Hi, I was examining to_data function. And while doing so… I found a strange behaviour in a simple code. Below is the code sample:

from fastai import *
from fastai.vision import *

path = untar_data(URLs.MNIST_SAMPLE)
data = ImageDataBunch.from_folder(path)

# Examining the labels
print(set(data.y)) 

The output of the above is given below:

{Category 3, Category 3, Category 3, ...<repeated many times>, Category 7, Category 7, Category 7}

Whereas the expected output IMO is:

{Category 3, Category 7}

Just wanted to know, is this an expected behavior or a bug. I guess a new Category class is being instantiated for each image and it looks a bit inefficient from a very high-level understanding. Sorry if this is a silly question or if I missed something.
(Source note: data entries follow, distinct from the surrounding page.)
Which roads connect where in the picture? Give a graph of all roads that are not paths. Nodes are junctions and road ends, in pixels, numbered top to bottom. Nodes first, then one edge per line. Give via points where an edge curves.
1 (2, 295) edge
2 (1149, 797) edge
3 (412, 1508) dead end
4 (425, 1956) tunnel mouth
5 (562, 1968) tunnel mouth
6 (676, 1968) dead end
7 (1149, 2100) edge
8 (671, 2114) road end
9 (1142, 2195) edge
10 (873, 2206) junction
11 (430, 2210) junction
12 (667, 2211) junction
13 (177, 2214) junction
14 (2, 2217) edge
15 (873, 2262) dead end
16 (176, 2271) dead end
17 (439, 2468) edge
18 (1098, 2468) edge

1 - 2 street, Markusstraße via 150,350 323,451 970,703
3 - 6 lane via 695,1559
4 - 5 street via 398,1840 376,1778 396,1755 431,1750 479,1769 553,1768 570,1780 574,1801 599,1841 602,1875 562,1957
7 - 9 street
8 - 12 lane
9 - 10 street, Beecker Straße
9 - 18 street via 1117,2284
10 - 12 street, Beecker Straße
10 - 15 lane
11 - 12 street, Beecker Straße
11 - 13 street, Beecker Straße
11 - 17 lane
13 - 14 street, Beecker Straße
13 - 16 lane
Also, I have submitted a PR. I have completed most of the functions in a specific section of torch_core. Do send me feedback on what can be improved. :slight_smile:

PR Link: https://github.com/fastai/fastai/pull/1485

Thanks
NVS Abhilash

At http://docs.fast.ai/, can those blocks be displayed with markdown formatting?
Like this:


(It was confusing to me, and I think it can be confusing for other beginners)

update: resolved.

1 Like

Here are the things that need fixing in the doc generating code: fastai/gen_doc/nbdoc.py

  1. backticks around all arguments and defaults in show_doc should be removed? Each component is already wrapped in <code></code>

    PointsItemList(`args`, `convert_mode`=`'RGB'`, `kwargs`) ::
    

    So the backticks are just an unnecessary noise.

  2. show_doc ignores *, ** in function definitions, e.g. showing kwargs instead of **kwargs.

    Inside format_param, p.name returns kwargs - not sure how to retrieve ** from p. It does know that the original arg was <Parameter "**kwargs">, but none of the attributes indicate that.

update: both were resolved by Andrew! Thank you.

2 Likes

The docs css needs to be improved to have consistent font sizes:

  1. the show_doc sig uses larger fonts than the rest of the html, so it’s a bit painful. I guess we need to tweak the .css to get to use similar fonts for mono and non-mono fonts.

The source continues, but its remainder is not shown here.